The history of fire worship is a long and interesting thing. Fire has been a large part of the human existence for a long time. It has influenced eating, housing, and religion. Evidence was found in Israel of controlled fire that dates back nearly 800,000 years. It has to be assumed that fire was at this time being used as it was later on in human culture, both to cook food, to warm living spaces, and to worship. This would mean that the race of Man was using fire as a means of worship long before evolution had reached its current stage.

Take the 'heat' out of your spending by considering the cost benefits of short term car insurance or temporary car insurance

One example of fire being used in worship is through sacrifice. Humans and animals alike were sacrificed to the fire, meant to appease the gods that people believed in.

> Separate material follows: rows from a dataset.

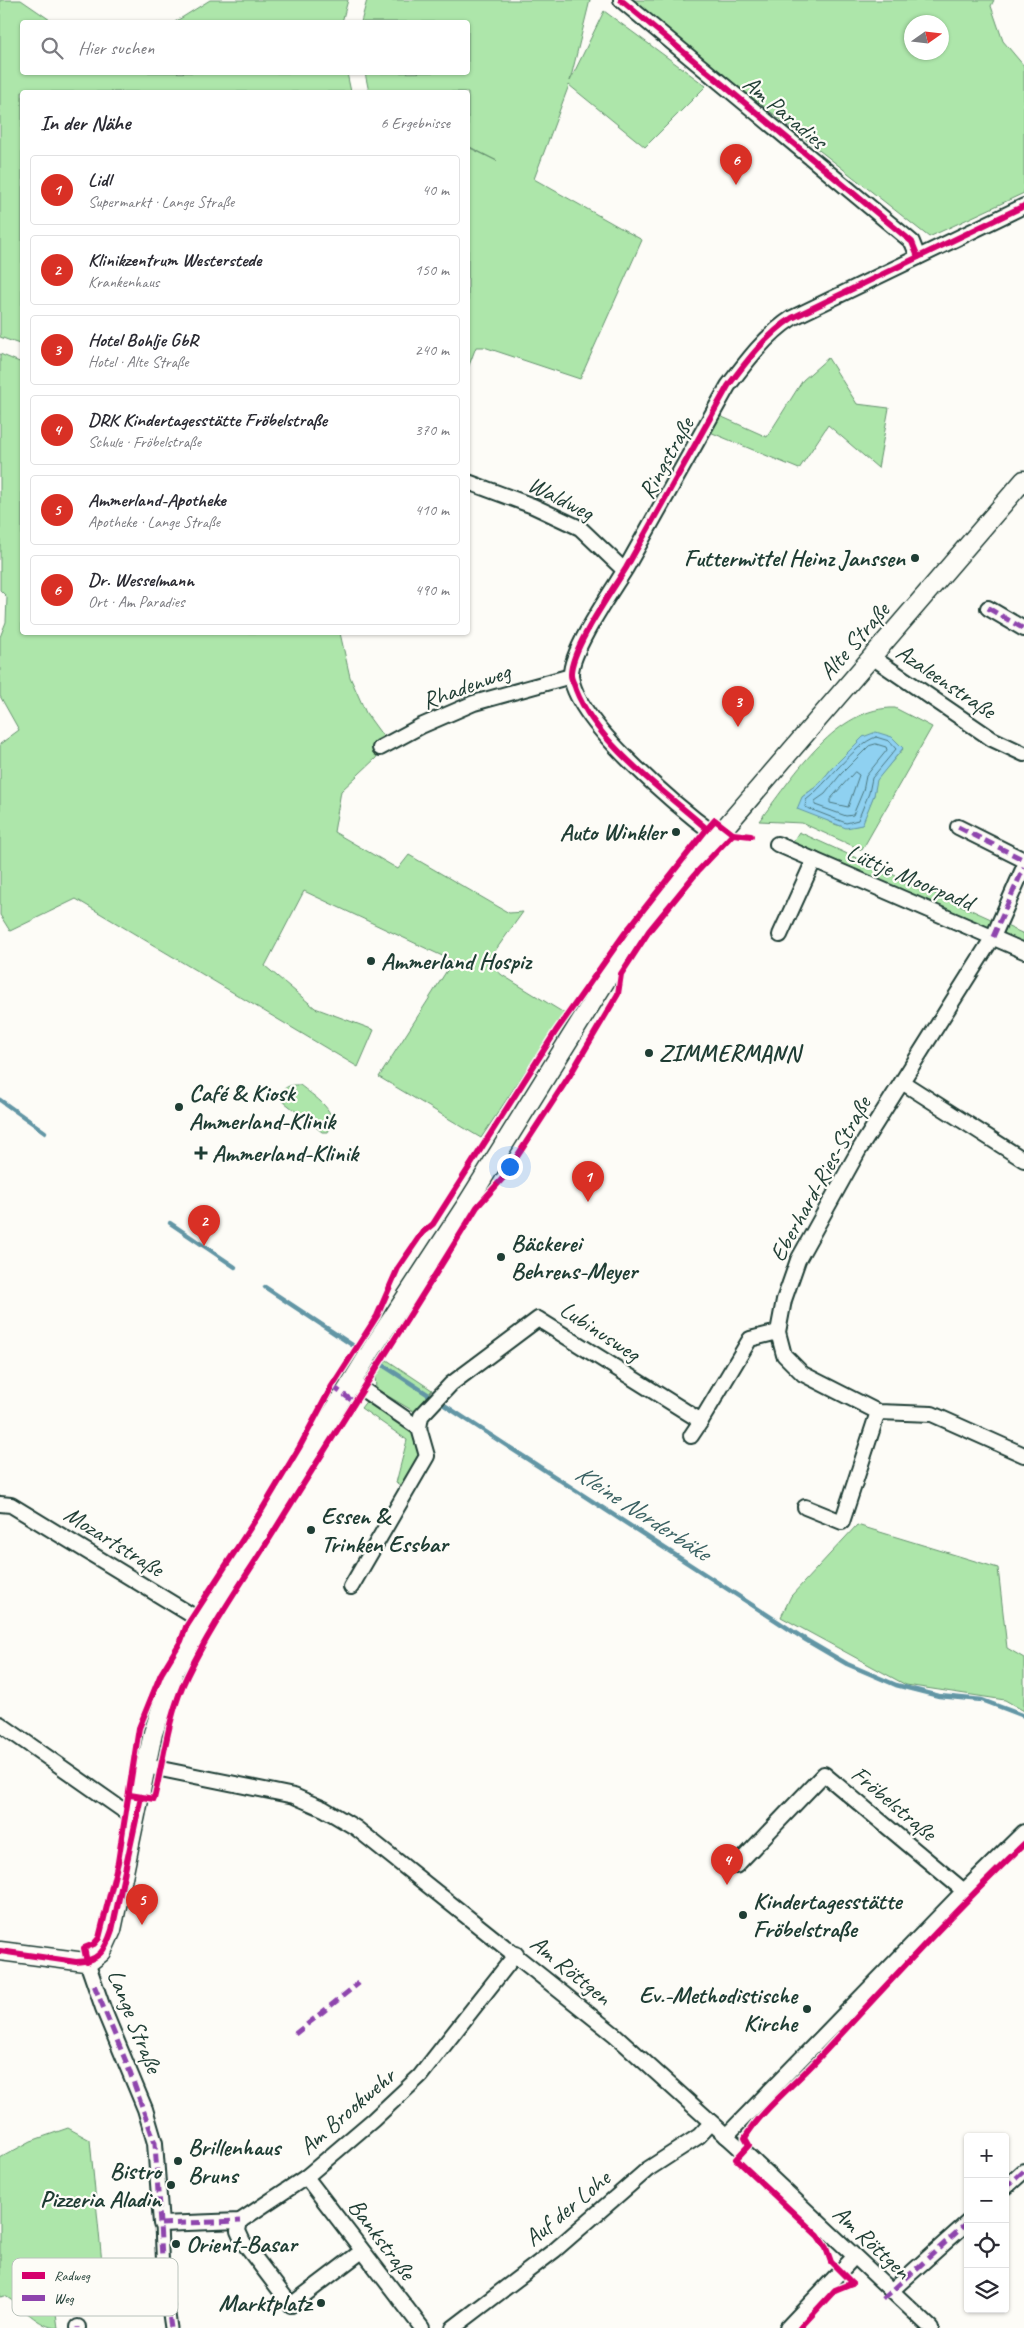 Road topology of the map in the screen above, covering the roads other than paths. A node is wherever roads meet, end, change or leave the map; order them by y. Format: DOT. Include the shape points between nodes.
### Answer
graph roads {
  1 [pos="621,0"];
  2 [pos="1024,206"];
  3 [pos="918,257"];
  4 [pos="1024,480"];
  5 [pos="470,483"];
  6 [pos="624,570"];
  7 [pos="988,608"];
  8 [pos="1024,628"];
  9 [pos="872,656"];
  10 [pos="571,676"];
  11 [pos="380,748"];
  12 [pos="1024,754"];
  13 [pos="958,827"];
  14 [pos="719,834"];
  15 [pos="777,844"];
  16 [pos="814,860"];
  17 [pos="1024,860"];
  18 [pos="1024,868"];
  19 [pos="780,935"];
  20 [pos="993,937"];
  21 [pos="1024,951"];
  22 [pos="902,1082"];
  23 [pos="1024,1160"];
  24 [pos="778,1332"];
  25 [pos="355,1379"];
  26 [pos="878,1412"];
  27 [pos="701,1421"];
  28 [pos="419,1428"];
  29 [pos="691,1436"];
  30 [pos="1024,1455"];
  31 [pos="0,1504"];
  32 [pos="805,1507"];
  33 [pos="351,1587"];
  34 [pos="203,1622"];
  35 [pos="0,1724"];
  36 [pos="146,1766"];
  37 [pos="137,1816"];
  38 [pos="1024,1832"];
  39 [pos="736,1866"];
  40 [pos="964,1891"];
  41 [pos="0,1951"];
  42 [pos="516,1954"];
  43 [pos="86,1962"];
  44 [pos="711,2123"];
  45 [pos="726,2136"];
  46 [pos="1024,2171"];
  47 [pos="306,2176"];
  48 [pos="1009,2184"];
  49 [pos="240,2221"];
  50 [pos="967,2223"];
  51 [pos="161,2224"];
  52 [pos="362,2251"];
  53 [pos="854,2257"];
  54 [pos="163,2258"];
  55 [pos="891,2291"];
  56 [pos="422,2328"];
  57 [pos="453,2328"];
  58 [pos="787,2328"];
  59 [pos="932,2328"];
  1 -- 3 [label="street, Am Paradies" via="912,242"];
  2 -- 3 [label="street, Ringstraße"];
  3 -- 6 [label="street, Ringstraße" via="792,318 742,366"];
  4 -- 9 [label="street, Alte Straße"];
  5 -- 6 [label="street, Waldweg" via="580,528"];
  6 -- 10 [label="street, Ringstraße" via="585,635"];
  7 -- 8 [label="street"];
  9 -- 12 [label="street, Azaleenstraße" via="992,739"];
  9 -- 14 [label="street, Alte Straße"];
  10 -- 11 [label="street, Rhadenweg" via="474,704 421,726"];
  10 -- 14 [label="street" via="584,707 610,742 660,789"];
  13 -- 17 [label="street"];
  14 -- 25 [label="street, Lange Straße" via="633,939"];
  15 -- 16 [label="street, Lüttje Moorpadd"];
  16 -- 19 [label="street"];
  16 -- 20 [label="street, Lüttje Moorpadd"];
  18 -- 20 [label="street, Eberhard-Ries-Straße"];
  20 -- 21 [label="street, Lüttje Moorpadd"];
  20 -- 22 [label="street, Eberhard-Ries-Straße"];
  22 -- 23 [label="street"];
  22 -- 24 [label="street, Eberhard-Ries-Straße" via="859,1150 798,1260 784,1300"];
  24 -- 26 [label="street, Eberhard-Ries-Straße" via="784,1354 803,1374"];
  24 -- 27 [label="street" via="750,1339"];
  25 -- 28 [label="street"];
  25 -- 34 [label="street, Lange Straße"];
  26 -- 30 [label="street, Eberhard-Ries-Straße" via="932,1414"];
  26 -- 32 [label="street" via="842,1522"];
  27 -- 28 [label="street, Lubinusweg" via="538,1318 446,1389 421,1416"];
  27 -- 29 [label="street"];
  28 -- 33 [label="street" via="427,1456"];
  31 -- 34 [label="street, Mozartstraße" via="12,1504"];
  34 -- 36 [label="street, Lange Straße" via="174,1671 157,1717"];
  35 -- 37 [label="street" via="127,1813"];
  36 -- 37 [label="street, Lange Straße"];
  36 -- 42 [label="street, Am Röttgen" via="271,1790 324,1809 356,1828"];
  37 -- 43 [label="street, Lange Straße" via="109,1941 98,1957"];
  38 -- 40 [label="street"];
  39 -- 40 [label="street, Fröbelstraße" via="824,1774"];
  40 -- 45 [label="street"];
  41 -- 43 [label="street"];
  42 -- 44 [label="street, Am Röttgen" via="615,2035"];
  42 -- 47 [label="street, Am Brookwehr" via="420,2076"];
  43 -- 51 [label="street, Lange Straße" via="145,2109 155,2143"];
  44 -- 45 [label="street, Am Röttgen"];
  44 -- 57 [label="street, Auf der Lohe" via="699,2136 648,2169 555,2250"];
  45 -- 53 [label="street, Am Röttgen"];
  46 -- 48 [label="street"];
  47 -- 49 [label="street, Am Brookwehr"];
  47 -- 52 [label="street, Bankstraße"];
  49 -- 51 [label="street"];
  49 -- 52 [label="street" via="238,2231 243,2242 291,2305"];
  50 -- 55 [label="street"];
  51 -- 54 [label="street, Lange Straße"];
  52 -- 56 [label="street, Bankstraße"];
  53 -- 55 [label="street, Am Röttgen"];
  53 -- 58 [label="street"];
  55 -- 59 [label="street, Am Röttgen"];
}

This was generally not done while the sacrifices were alive, but after they had been killed for the purpose. Sacrifice was seen as having many different uses. It could be used to make angry gods view humans in a more pleasant light. It could be used to get the god's attention. It could also be used as a means of atoning for sins and wrongdoing that had happened within the community.

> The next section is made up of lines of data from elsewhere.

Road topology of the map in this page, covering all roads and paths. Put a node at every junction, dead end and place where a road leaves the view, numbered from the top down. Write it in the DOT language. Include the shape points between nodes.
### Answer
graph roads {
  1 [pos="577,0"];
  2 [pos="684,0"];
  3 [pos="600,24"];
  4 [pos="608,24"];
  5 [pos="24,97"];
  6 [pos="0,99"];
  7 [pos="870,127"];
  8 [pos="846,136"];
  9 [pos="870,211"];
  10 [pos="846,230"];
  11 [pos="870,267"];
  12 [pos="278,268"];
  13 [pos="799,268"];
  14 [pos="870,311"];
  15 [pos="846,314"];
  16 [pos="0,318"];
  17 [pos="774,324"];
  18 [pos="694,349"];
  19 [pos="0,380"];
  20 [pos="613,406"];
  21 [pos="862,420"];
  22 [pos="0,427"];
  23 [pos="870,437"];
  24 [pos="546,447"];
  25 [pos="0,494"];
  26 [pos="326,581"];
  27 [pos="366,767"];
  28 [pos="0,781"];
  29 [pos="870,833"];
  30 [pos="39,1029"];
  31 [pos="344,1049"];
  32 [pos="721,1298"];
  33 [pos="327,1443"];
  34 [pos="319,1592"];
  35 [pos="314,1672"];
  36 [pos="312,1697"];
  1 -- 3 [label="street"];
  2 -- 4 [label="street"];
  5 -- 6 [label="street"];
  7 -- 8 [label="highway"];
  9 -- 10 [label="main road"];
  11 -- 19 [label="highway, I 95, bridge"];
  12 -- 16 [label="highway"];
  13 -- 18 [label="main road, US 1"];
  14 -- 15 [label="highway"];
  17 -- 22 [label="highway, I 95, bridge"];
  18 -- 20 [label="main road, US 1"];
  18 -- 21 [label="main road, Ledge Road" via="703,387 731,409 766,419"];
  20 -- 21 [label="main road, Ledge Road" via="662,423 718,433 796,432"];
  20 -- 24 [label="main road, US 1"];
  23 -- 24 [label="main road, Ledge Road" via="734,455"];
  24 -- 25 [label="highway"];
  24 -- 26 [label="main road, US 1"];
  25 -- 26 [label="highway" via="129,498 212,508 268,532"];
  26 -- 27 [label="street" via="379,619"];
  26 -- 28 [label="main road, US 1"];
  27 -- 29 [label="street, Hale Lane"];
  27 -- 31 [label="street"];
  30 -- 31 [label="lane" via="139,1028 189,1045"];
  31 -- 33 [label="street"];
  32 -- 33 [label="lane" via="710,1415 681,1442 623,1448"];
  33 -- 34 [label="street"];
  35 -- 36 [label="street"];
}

Fire worship has also been found as it relates to Zoroastrians, who worshiped the flames themselves. There were festivals in which fires were lit and people would have a ceremony to pay homage to those flames. This was done because a flame could not be polluted in any sense. The smoke came off of the fire, going up into the sky, but it could not stay within the fire. This idea of perfect purity was important and people tried to live their own lives with this symbolism as a very important point to strive for in the way that they acted.

Cremation has also played a large part in fire worship. This can be seen in ancient India, when a man's wife was often put on the fire along with his body after he died. There are other examples of this found in many cultures, including that of the aforementioned Zoroastrians. All told, this was seen at times as the ultimate way to give a person's spirit over to the gods. They were being committed to the fire and were thus becoming a part of the god. This was a very holy ritual that has continued even into the modern day, though cremation in modern culture is less ceremonial and spiritually important.

In the end, fire worship was something that was mainly done because fire was both so important and so powerful. It could be used as a tool to cook food and heat homes. It could be used as a weapon to destroy enemy armies and villages. If it raged out of control, it was impossible for people to stop. They lived in awe of the flames and worshiped them for this reason. This worship took on many different forms, but was generally done because of the fire's power.